The recording features a small group of musicians: Floyd Cramer on piano, Marvin Hughes on the vibraphone, Bob Moore on bass, Buddy Harman on drums, Hank Garland on guitar, and the Anita Kerr Singers providing the background vocals.

The first verse set the tone: "Put your sweet lips a little closer to the phone/Let's pretend that we're together all alone/I'll tell the man to turn the juke box way down low/And you can tell your friend there with you he'll have to go."

Country music historian Bill Malone noted that "He'll Have to Go" in most respects represented a conventional country song, but its arrangement and the vocal chorus "put this recording in the country pop vein." In addition, Malone lauded Reeves' vocal styling - lowered to "its natural resonant level" to project the "caressing style that became famous" - as being why "many people refer to him as the singer with the velvet touch."

Chart performance
In 1960, the song reached number 2 on the Billboard Hot 100 in early 1960, kept from the top spot by Percy Faith's "Theme from A Summer Place". Billboard ranked it as the number 2 song of the year for 1960."He'll Have to Go" reached number 1 on the Hot Country Singles  chart on February 8, 1960, where it remained for 14 consecutive weeks. The song was one of just five different titles to occupy the chart's summit during 1960. In addition, it reached number 13 on the R&B Singles Chart.

In Canada, the song was number 1 for six weeks in the pop charts. It also had success abroad, reaching number 1 on the Australian Singles Chart and number 12 on the UK Singles Chart.

All-time charts

Later versions and answer songs
"He'll Have to Go" has been recorded by many other artists. Elvis Presley recorded his version of "He'll Have to Go" on October 31, 1976, at his last known studio recording session; it is believed to be the final song he ever recorded in a studio setting.

The song prompted the answer song "He'll Have to Stay" by Jeanne Black. Her song reached No. 6 on the Billboard Hot C&W Sides chart and No. 4 on the Billboard Hot 100 later in 1960.

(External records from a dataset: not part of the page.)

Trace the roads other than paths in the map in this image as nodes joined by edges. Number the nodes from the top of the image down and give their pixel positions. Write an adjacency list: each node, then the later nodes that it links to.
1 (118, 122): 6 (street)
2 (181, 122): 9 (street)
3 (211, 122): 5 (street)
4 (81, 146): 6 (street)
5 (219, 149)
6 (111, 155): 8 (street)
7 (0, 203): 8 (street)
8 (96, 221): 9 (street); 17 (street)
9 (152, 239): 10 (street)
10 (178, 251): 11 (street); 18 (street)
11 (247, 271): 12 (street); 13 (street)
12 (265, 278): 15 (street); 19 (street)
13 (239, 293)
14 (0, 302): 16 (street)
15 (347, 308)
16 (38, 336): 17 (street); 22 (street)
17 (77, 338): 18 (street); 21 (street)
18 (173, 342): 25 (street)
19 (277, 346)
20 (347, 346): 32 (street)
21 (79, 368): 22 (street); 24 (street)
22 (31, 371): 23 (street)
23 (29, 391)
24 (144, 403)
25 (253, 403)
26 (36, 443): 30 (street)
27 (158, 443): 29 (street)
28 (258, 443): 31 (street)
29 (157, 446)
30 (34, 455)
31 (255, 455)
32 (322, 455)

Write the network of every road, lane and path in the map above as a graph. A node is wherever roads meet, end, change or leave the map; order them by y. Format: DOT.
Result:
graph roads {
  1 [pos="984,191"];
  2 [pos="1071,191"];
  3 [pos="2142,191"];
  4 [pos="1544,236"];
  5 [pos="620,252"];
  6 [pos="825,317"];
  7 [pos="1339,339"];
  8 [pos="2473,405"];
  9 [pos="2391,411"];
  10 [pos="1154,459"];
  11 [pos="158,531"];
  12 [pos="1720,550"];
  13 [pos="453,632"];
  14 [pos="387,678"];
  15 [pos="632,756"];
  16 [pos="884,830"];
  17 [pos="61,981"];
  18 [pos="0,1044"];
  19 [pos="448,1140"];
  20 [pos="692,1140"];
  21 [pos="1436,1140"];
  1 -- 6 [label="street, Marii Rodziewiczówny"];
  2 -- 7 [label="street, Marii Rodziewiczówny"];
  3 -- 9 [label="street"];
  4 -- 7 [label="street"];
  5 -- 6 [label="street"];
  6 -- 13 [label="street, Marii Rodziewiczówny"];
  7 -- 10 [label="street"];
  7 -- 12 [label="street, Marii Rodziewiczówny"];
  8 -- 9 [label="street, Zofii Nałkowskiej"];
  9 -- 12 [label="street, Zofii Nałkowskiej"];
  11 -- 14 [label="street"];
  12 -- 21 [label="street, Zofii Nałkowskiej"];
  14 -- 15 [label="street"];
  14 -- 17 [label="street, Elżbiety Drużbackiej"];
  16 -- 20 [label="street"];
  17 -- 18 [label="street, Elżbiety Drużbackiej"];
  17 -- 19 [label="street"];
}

Guitarist Ry Cooder recorded a version with a Mexican Norteño-style arrangement for his 1976 album Chicken Skin Music. The song has also been covered by Joe Pesci, Scottish rocker Frankie Miller, English pop band Prefab Sprout and English rock band the Quireboys.

Solomon Burke had a crossover hit with his 1964 version of the song on the US adult contemporary and R&B charts.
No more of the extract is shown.